Required work: Scan the listing below. Report each line that includes "Majestic".

^^^^

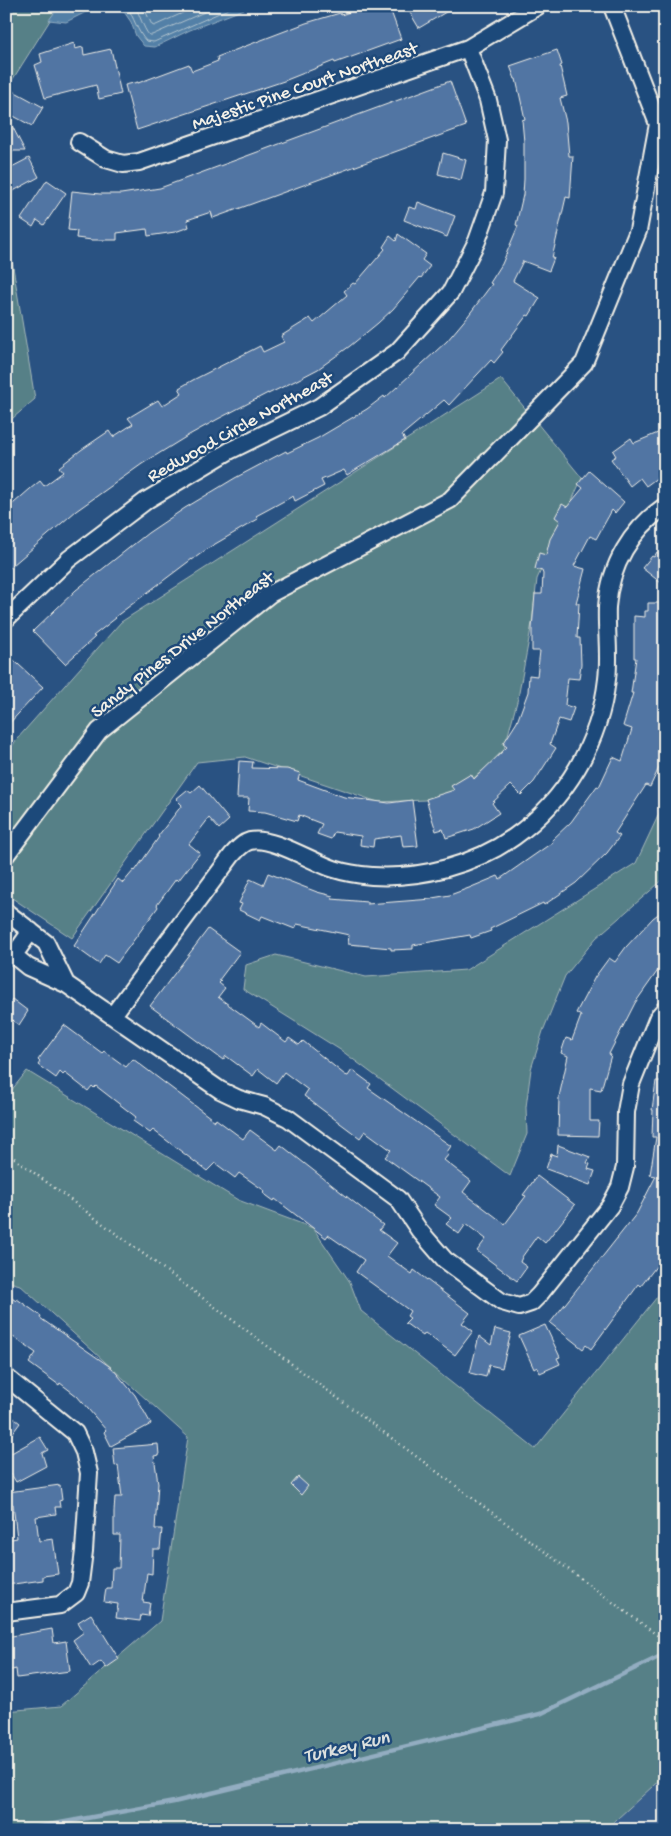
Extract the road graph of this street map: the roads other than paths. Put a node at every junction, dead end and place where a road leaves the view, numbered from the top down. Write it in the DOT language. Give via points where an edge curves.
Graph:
graph roads {
  1 [pos="538,6"];
  2 [pos="612,6"];
  3 [pos="468,48"];
  4 [pos="79,142"];
  5 [pos="665,506"];
  6 [pos="6,619"];
  7 [pos="6,855"];
  8 [pos="6,912"];
  9 [pos="31,931"];
  10 [pos="10,952"];
  11 [pos="66,984"];
  12 [pos="665,1009"];
  13 [pos="113,1015"];
  14 [pos="6,1377"];
  15 [pos="6,1612"];
  1 -- 3 [label="street, Majestic Pine Court Northeast"];
  2 -- 7 [label="street, Sandy Pines Drive Northeast" via="658,124 638,231 584,363 450,500 270,594 99,731"];
  3 -- 4 [label="street, Majestic Pine Court Northeast" via="140,162 123,164 106,159"];
  3 -- 6 [label="street, Redwood Circle Northeast" via="488,100 497,140 494,193 477,241 451,292 397,352 319,407 230,450 148,500 69,559"];
  5 -- 13 [label="street" via="649,517 629,541 615,566 607,607 607,678 599,717 576,773 538,818 482,857 447,868 397,876 371,876 336,870 270,842 242,845"];
  8 -- 9 [label="street"];
  9 -- 10 [label="street"];
  9 -- 11 [label="street" via="46,943"];
  10 -- 11 [label="street" via="28,967"];
  11 -- 13 [label="street"];
  12 -- 13 [label="street" via="658,1017 631,1084 626,1112 625,1167 620,1187 610,1206 539,1295 519,1307 502,1302 445,1260 398,1199 288,1118 220,1090"];
  14 -- 15 [label="street" via="75,1433 89,1472 84,1551 76,1593 60,1605"];
}
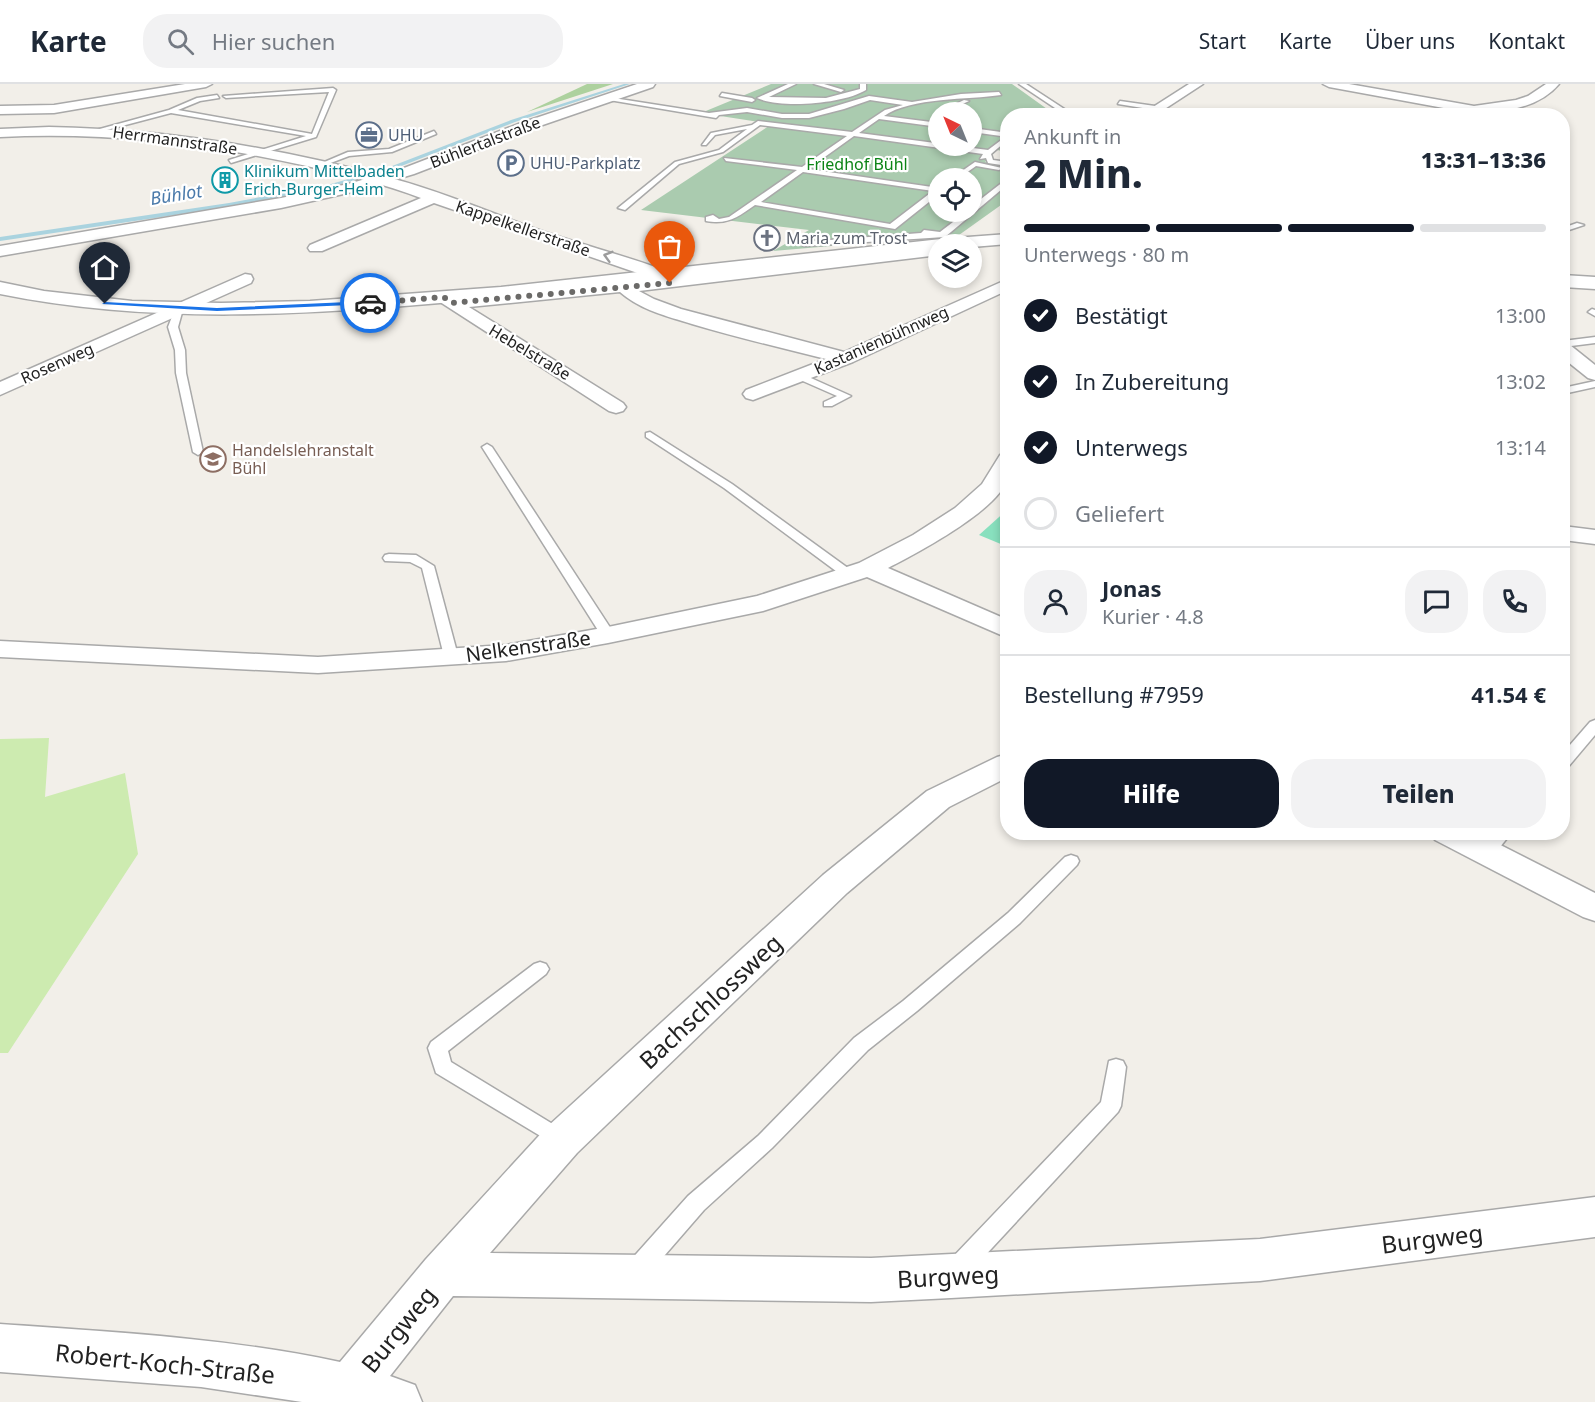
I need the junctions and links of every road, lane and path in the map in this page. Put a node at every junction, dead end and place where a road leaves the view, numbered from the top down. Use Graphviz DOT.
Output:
graph roads {
  1 [pos="206,84"];
  2 [pos="649,84"];
  3 [pos="794,84"];
  4 [pos="817,84"];
  5 [pos="1022,84"];
  6 [pos="1197,84"];
  7 [pos="1329,84"];
  8 [pos="1553,84"];
  9 [pos="863,87"];
  10 [pos="841,94"];
  11 [pos="999,94"];
  12 [pos="722,95"];
  13 [pos="226,96"];
  14 [pos="961,96"];
  15 [pos="218,97"];
  16 [pos="609,98"];
  17 [pos="760,98"];
  18 [pos="869,98"];
  19 [pos="752,100"];
  20 [pos="963,102"];
  21 [pos="1120,103"];
  22 [pos="912,104"];
  23 [pos="1060,108"];
  24 [pos="1155,108"];
  25 [pos="1465,108"];
  26 [pos="1477,108"];
  27 [pos="54,109"];
  28 [pos="0,110"];
  29 [pos="747,110"];
  30 [pos="171,111"];
  31 [pos="887,111"];
  32 [pos="928,114"];
  33 [pos="708,115"];
  34 [pos="878,117"];
  35 [pos="928,120"];
  36 [pos="0,122"];
  37 [pos="923,123"];
  38 [pos="757,124"];
  39 [pos="928,124"];
  40 [pos="99,130"];
  41 [pos="982,131"];
  42 [pos="0,133"];
  43 [pos="434,133"];
  44 [pos="855,134"];
  45 [pos="1000,134"];
  46 [pos="314,136"];
  47 [pos="1000,143"];
  48 [pos="704,144"];
  49 [pos="928,144"];
  50 [pos="982,151"];
  51 [pos="987,152"];
  52 [pos="260,153"];
  53 [pos="726,159"];
  54 [pos="231,162"];
  55 [pos="1000,163"];
  56 [pos="975,164"];
  57 [pos="318,166"];
  58 [pos="969,168"];
  59 [pos="1000,168"];
  60 [pos="802,170"];
  61 [pos="377,179"];
  62 [pos="1000,187"];
  63 [pos="928,188"];
  64 [pos="434,198"];
  65 [pos="928,199"];
  66 [pos="982,202"];
  67 [pos="753,203"];
  68 [pos="622,208"];
  69 [pos="713,217"];
  70 [pos="958,222"];
  71 [pos="1580,225"];
  72 [pos="892,227"];
  73 [pos="1570,228"];
  74 [pos="943,234"];
  75 [pos="928,240"];
  76 [pos="1000,240"];
  77 [pos="982,242"];
  78 [pos="928,243"];
  79 [pos="804,244"];
  80 [pos="928,244"];
  81 [pos="928,245"];
  82 [pos="316,248"];
  83 [pos="0,251"];
  84 [pos="663,276"];
  85 [pos="244,279"];
  86 [pos="1570,281"];
  87 [pos="1595,283"];
  88 [pos="0,288"];
  89 [pos="625,288"];
  90 [pos="1000,288"];
  91 [pos="447,300"];
  92 [pos="179,309"];
  93 [pos="1595,340"];
  94 [pos="1570,343"];
  95 [pos="1570,354"];
  96 [pos="846,358"];
  97 [pos="1595,374"];
  98 [pos="799,376"];
  99 [pos="1595,384"];
  100 [pos="0,389"];
  101 [pos="1570,389"];
  102 [pos="753,394"];
  103 [pos="828,404"];
  104 [pos="616,407"];
  105 [pos="650,435"];
  106 [pos="487,447"];
  107 [pos="198,452"];
  108 [pos="1000,472"];
  109 [pos="1570,534"];
  110 [pos="1595,537"];
  111 [pos="390,558"];
  112 [pos="858,571"];
  113 [pos="1000,627"];
  114 [pos="608,635"];
  115 [pos="0,649"];
  116 [pos="452,656"];
  117 [pos="1595,725"];
  118 [pos="1570,755"];
  119 [pos="1000,768"];
  120 [pos="1495,843"];
  121 [pos="1071,861"];
  122 [pos="1595,908"];
  123 [pos="540,969"];
  124 [pos="1116,1067"];
  125 [pos="562,1140"];
  126 [pos="1591,1225"];
  127 [pos="442,1274"];
  128 [pos="951,1276"];
  129 [pos="631,1277"];
  130 [pos="0,1348"];
  131 [pos="351,1387"];
  132 [pos="398,1402"];
  1 -- 27 [label="street"];
  2 -- 16 [label="street, Bühlertalstraße"];
  3 -- 17 [label="lane"];
  4 -- 10 [label="lane"];
  5 -- 23 [label="lane"];
  6 -- 24 [label="street"];
  7 -- 25 [label="street"];
  8 -- 26 [label="street"];
  9 -- 10 [label="lane"];
  9 -- 18 [label="lane"];
  10 -- 17 [label="lane"];
  10 -- 18 [label="lane"];
  11 -- 14 [label="lane"];
  12 -- 19 [label="lane"];
  13 -- 46 [label="lane"];
  14 -- 20 [label="lane"];
  14 -- 22 [label="lane"];
  15 -- 30 [label="lane"];
  16 -- 33 [label="lane"];
  16 -- 61 [label="street, Bühlertalstraße"];
  17 -- 19 [label="lane"];
  18 -- 22 [label="lane"];
  18 -- 29 [label="lane"];
  19 -- 29 [label="lane"];
  21 -- 24 [label="lane"];
  22 -- 31 [label="lane"];
  27 -- 28 [label="street"];
  27 -- 36 [label="street"];
  29 -- 33 [label="lane"];
  30 -- 40 [label="lane"];
  30 -- 46 [label="lane"];
  31 -- 32 [label="lane"];
  31 -- 34 [label="lane"];
  33 -- 38 [label="lane"];
  34 -- 37 [label="lane"];
  34 -- 44 [label="lane"];
  35 -- 37 [label="lane"];
  37 -- 39 [label="lane"];
  38 -- 44 [label="lane"];
  38 -- 48 [label="lane"];
  38 -- 68 [label="lane"];
  40 -- 42 [label="street, Herrmannstraße"];
  40 -- 52 [label="street, Herrmannstraße"];
  41 -- 45 [label="lane"];
  43 -- 57 [label="lane"];
  44 -- 49 [label="lane"];
  44 -- 60 [label="lane"];
  46 -- 52 [label="lane"];
  47 -- 51 [label="lane"];
  50 -- 51 [label="lane"];
  51 -- 55 [label="lane"];
  51 -- 56 [label="lane"];
  52 -- 54 [label="lane"];
  52 -- 57 [label="street, Herrmannstraße"];
  53 -- 60 [label="lane"];
  56 -- 58 [label="lane"];
  56 -- 59 [label="lane"];
  57 -- 61 [label="street, Herrmannstraße"];
  60 -- 63 [label="lane"];
  60 -- 67 [label="lane"];
  61 -- 64 [label="street, Kappelkellerstraße"];
  61 -- 83 [label="street, Bühlertalstraße"];
  62 -- 66 [label="lane"];
  64 -- 82 [label="street"];
  84 -- 64 [label="street, Kappelkellerstraße, one-way"];
  65 -- 72 [label="lane"];
  67 -- 69 [label="lane"];
  67 -- 72 [label="lane"];
  70 -- 74 [label="lane"];
  71 -- 73 [label="lane"];
  72 -- 75 [label="lane"];
  76 -- 77 [label="street"];
  78 -- 79 [label="lane"];
  80 -- 84 [label="street"];
  81 -- 89 [label="street"];
  84 -- 91 [label="street"];
  85 -- 92 [label="street, Rosenweg"];
  86 -- 87 [label="street"];
  88 -- 92 [label="street"];
  89 -- 91 [label="street"];
  89 -- 96 [label="street"];
  90 -- 96 [label="street, Kastanienbühnweg"];
  91 -- 92 [label="street"];
  91 -- 104 [label="street, Hebelstraße"];
  92 -- 100 [label="street, Rosenweg"];
  92 -- 107 [label="lane"];
  93 -- 94 [label="lane"];
  95 -- 97 [label="street"];
  96 -- 98 [label="street, Kastanienbühnweg"];
  98 -- 102 [label="street, Kastanienbühnweg"];
  98 -- 103 [label="lane"];
  99 -- 101 [label="lane"];
  105 -- 112 [label="lane"];
  106 -- 114 [label="lane"];
  108 -- 112 [label="street, Nelkenstraße"];
  109 -- 110 [label="street"];
  111 -- 116 [label="lane"];
  112 -- 113 [label="street"];
  112 -- 114 [label="street, Nelkenstraße"];
  114 -- 116 [label="street, Nelkenstraße"];
  115 -- 116 [label="street, Nelkenstraße"];
  117 -- 118 [label="lane"];
  119 -- 125 [label="street, Bachschlossweg"];
  120 -- 122 [label="street"];
  121 -- 129 [label="lane"];
  123 -- 125 [label="lane"];
  124 -- 128 [label="lane"];
  125 -- 127 [label="street, Bachschlossweg"];
  126 -- 128 [label="street, Burgweg"];
  127 -- 129 [label="street, Burgweg"];
  127 -- 131 [label="street, Burgweg"];
  128 -- 129 [label="street, Burgweg"];
  130 -- 131 [label="street, Robert-Koch-Straße"];
  131 -- 132 [label="street, Robert-Koch-Straße"];
}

^^^^

Task result:
  1 -- 3 [label="street, Majestic Pine Court Northeast"];
  3 -- 4 [label="street, Majestic Pine Court Northeast" via="140,162 123,164 106,159"];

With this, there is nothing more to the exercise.